── Records shown

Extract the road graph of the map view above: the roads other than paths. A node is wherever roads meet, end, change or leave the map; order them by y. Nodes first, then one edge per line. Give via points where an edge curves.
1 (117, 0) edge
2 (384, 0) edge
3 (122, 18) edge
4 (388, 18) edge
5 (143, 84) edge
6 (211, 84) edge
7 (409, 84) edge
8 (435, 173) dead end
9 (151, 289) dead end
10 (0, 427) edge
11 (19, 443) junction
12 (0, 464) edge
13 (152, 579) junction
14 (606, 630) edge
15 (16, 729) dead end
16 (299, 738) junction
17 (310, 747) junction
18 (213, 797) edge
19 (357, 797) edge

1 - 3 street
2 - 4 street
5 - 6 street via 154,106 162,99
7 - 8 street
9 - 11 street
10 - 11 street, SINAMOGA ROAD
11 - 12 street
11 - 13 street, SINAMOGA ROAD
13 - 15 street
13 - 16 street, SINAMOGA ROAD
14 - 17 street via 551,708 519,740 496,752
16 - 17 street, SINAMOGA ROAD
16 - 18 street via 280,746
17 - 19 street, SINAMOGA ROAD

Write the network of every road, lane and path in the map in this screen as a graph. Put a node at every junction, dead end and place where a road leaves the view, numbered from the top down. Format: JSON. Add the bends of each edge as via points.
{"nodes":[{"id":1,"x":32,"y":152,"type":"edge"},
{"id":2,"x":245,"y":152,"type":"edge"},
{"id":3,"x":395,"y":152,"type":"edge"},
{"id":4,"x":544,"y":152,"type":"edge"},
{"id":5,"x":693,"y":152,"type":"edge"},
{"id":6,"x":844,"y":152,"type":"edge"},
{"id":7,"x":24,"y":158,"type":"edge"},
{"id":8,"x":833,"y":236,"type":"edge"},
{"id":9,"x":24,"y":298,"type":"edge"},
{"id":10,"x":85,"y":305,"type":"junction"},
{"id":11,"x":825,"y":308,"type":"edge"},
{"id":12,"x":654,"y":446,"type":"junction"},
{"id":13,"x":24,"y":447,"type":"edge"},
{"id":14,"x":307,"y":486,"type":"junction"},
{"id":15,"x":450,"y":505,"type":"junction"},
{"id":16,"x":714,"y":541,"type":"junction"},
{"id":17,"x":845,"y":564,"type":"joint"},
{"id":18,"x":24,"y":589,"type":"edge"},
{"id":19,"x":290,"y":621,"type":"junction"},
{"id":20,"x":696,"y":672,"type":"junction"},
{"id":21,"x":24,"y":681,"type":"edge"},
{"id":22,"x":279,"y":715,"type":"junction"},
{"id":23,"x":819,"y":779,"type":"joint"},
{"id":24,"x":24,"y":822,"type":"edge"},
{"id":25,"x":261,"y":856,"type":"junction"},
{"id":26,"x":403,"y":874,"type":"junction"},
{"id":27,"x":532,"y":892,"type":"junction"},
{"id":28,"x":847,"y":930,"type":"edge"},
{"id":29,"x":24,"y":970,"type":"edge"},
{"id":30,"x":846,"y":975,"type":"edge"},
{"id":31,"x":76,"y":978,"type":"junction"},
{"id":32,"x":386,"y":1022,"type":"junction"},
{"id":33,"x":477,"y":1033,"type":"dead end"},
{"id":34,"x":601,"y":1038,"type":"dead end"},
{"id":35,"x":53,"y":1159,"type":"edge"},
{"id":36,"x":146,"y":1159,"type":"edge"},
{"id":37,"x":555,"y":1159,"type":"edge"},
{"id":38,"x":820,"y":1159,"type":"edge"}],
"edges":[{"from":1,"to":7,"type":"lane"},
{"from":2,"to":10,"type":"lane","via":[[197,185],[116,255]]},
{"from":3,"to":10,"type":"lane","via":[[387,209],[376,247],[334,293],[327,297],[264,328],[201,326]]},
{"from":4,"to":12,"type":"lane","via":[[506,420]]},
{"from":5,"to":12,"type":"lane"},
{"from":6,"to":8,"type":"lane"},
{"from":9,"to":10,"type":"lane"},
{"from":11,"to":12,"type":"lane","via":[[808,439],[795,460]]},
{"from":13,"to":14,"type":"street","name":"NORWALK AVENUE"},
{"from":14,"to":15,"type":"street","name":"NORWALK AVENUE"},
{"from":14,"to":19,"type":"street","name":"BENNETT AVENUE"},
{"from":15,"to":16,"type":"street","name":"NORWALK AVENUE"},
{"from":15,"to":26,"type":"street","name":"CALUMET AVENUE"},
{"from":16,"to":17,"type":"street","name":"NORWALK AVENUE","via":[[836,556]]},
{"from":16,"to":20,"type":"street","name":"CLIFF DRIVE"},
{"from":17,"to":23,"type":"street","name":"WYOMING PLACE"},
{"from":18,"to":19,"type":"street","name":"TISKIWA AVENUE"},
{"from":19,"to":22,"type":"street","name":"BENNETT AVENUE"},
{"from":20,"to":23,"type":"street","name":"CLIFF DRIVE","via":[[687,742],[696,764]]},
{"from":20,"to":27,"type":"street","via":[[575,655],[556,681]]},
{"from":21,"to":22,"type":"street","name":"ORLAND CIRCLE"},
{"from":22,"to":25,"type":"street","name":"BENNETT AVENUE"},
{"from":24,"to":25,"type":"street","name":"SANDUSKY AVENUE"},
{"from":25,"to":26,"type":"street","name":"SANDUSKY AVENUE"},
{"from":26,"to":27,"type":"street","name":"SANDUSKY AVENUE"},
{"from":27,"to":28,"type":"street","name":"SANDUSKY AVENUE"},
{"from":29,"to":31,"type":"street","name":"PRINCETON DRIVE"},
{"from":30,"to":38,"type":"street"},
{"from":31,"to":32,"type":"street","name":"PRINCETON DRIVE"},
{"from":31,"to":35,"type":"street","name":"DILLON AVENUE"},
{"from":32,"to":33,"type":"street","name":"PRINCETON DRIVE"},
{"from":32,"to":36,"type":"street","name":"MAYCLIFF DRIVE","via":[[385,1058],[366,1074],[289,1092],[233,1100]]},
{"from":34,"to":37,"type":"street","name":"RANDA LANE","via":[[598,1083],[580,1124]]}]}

────

> _What this task involves_
Write out every line of the records exactly.

> _The completed task_
Extract the road graph of the map view above: the roads other than paths. A node is wherever roads meet, end, change or leave the map; order them by y. Nodes first, then one edge per line. Give via points where an edge curves.
1 (117, 0) edge
2 (384, 0) edge
3 (122, 18) edge
4 (388, 18) edge
5 (143, 84) edge
6 (211, 84) edge
7 (409, 84) edge
8 (435, 173) dead end
9 (151, 289) dead end
10 (0, 427) edge
11 (19, 443) junction
12 (0, 464) edge
13 (152, 579) junction
14 (606, 630) edge
15 (16, 729) dead end
16 (299, 738) junction
17 (310, 747) junction
18 (213, 797) edge
19 (357, 797) edge

1 - 3 street
2 - 4 street
5 - 6 street via 154,106 162,99
7 - 8 street
9 - 11 street
10 - 11 street, SINAMOGA ROAD
11 - 12 street
11 - 13 street, SINAMOGA ROAD
13 - 15 street
13 - 16 street, SINAMOGA ROAD
14 - 17 street via 551,708 519,740 496,752
16 - 17 street, SINAMOGA ROAD
16 - 18 street via 280,746
17 - 19 street, SINAMOGA ROAD

Write the network of every road, lane and path in the map in this screen as a graph. Put a node at every junction, dead end and place where a road leaves the view, numbered from the top down. Format: JSON. Add the bends of each edge as via points.
{"nodes":[{"id":1,"x":32,"y":152,"type":"edge"},
{"id":2,"x":245,"y":152,"type":"edge"},
{"id":3,"x":395,"y":152,"type":"edge"},
{"id":4,"x":544,"y":152,"type":"edge"},
{"id":5,"x":693,"y":152,"type":"edge"},
{"id":6,"x":844,"y":152,"type":"edge"},
{"id":7,"x":24,"y":158,"type":"edge"},
{"id":8,"x":833,"y":236,"type":"edge"},
{"id":9,"x":24,"y":298,"type":"edge"},
{"id":10,"x":85,"y":305,"type":"junction"},
{"id":11,"x":825,"y":308,"type":"edge"},
{"id":12,"x":654,"y":446,"type":"junction"},
{"id":13,"x":24,"y":447,"type":"edge"},
{"id":14,"x":307,"y":486,"type":"junction"},
{"id":15,"x":450,"y":505,"type":"junction"},
{"id":16,"x":714,"y":541,"type":"junction"},
{"id":17,"x":845,"y":564,"type":"joint"},
{"id":18,"x":24,"y":589,"type":"edge"},
{"id":19,"x":290,"y":621,"type":"junction"},
{"id":20,"x":696,"y":672,"type":"junction"},
{"id":21,"x":24,"y":681,"type":"edge"},
{"id":22,"x":279,"y":715,"type":"junction"},
{"id":23,"x":819,"y":779,"type":"joint"},
{"id":24,"x":24,"y":822,"type":"edge"},
{"id":25,"x":261,"y":856,"type":"junction"},
{"id":26,"x":403,"y":874,"type":"junction"},
{"id":27,"x":532,"y":892,"type":"junction"},
{"id":28,"x":847,"y":930,"type":"edge"},
{"id":29,"x":24,"y":970,"type":"edge"},
{"id":30,"x":846,"y":975,"type":"edge"},
{"id":31,"x":76,"y":978,"type":"junction"},
{"id":32,"x":386,"y":1022,"type":"junction"},
{"id":33,"x":477,"y":1033,"type":"dead end"},
{"id":34,"x":601,"y":1038,"type":"dead end"},
{"id":35,"x":53,"y":1159,"type":"edge"},
{"id":36,"x":146,"y":1159,"type":"edge"},
{"id":37,"x":555,"y":1159,"type":"edge"},
{"id":38,"x":820,"y":1159,"type":"edge"}],
"edges":[{"from":1,"to":7,"type":"lane"},
{"from":2,"to":10,"type":"lane","via":[[197,185],[116,255]]},
{"from":3,"to":10,"type":"lane","via":[[387,209],[376,247],[334,293],[327,297],[264,328],[201,326]]},
{"from":4,"to":12,"type":"lane","via":[[506,420]]},
{"from":5,"to":12,"type":"lane"},
{"from":6,"to":8,"type":"lane"},
{"from":9,"to":10,"type":"lane"},
{"from":11,"to":12,"type":"lane","via":[[808,439],[795,460]]},
{"from":13,"to":14,"type":"street","name":"NORWALK AVENUE"},
{"from":14,"to":15,"type":"street","name":"NORWALK AVENUE"},
{"from":14,"to":19,"type":"street","name":"BENNETT AVENUE"},
{"from":15,"to":16,"type":"street","name":"NORWALK AVENUE"},
{"from":15,"to":26,"type":"street","name":"CALUMET AVENUE"},
{"from":16,"to":17,"type":"street","name":"NORWALK AVENUE","via":[[836,556]]},
{"from":16,"to":20,"type":"street","name":"CLIFF DRIVE"},
{"from":17,"to":23,"type":"street","name":"WYOMING PLACE"},
{"from":18,"to":19,"type":"street","name":"TISKIWA AVENUE"},
{"from":19,"to":22,"type":"street","name":"BENNETT AVENUE"},
{"from":20,"to":23,"type":"street","name":"CLIFF DRIVE","via":[[687,742],[696,764]]},
{"from":20,"to":27,"type":"street","via":[[575,655],[556,681]]},
{"from":21,"to":22,"type":"street","name":"ORLAND CIRCLE"},
{"from":22,"to":25,"type":"street","name":"BENNETT AVENUE"},
{"from":24,"to":25,"type":"street","name":"SANDUSKY AVENUE"},
{"from":25,"to":26,"type":"street","name":"SANDUSKY AVENUE"},
{"from":26,"to":27,"type":"street","name":"SANDUSKY AVENUE"},
{"from":27,"to":28,"type":"street","name":"SANDUSKY AVENUE"},
{"from":29,"to":31,"type":"street","name":"PRINCETON DRIVE"},
{"from":30,"to":38,"type":"street"},
{"from":31,"to":32,"type":"street","name":"PRINCETON DRIVE"},
{"from":31,"to":35,"type":"street","name":"DILLON AVENUE"},
{"from":32,"to":33,"type":"street","name":"PRINCETON DRIVE"},
{"from":32,"to":36,"type":"street","name":"MAYCLIFF DRIVE","via":[[385,1058],[366,1074],[289,1092],[233,1100]]},
{"from":34,"to":37,"type":"street","name":"RANDA LANE","via":[[598,1083],[580,1124]]}]}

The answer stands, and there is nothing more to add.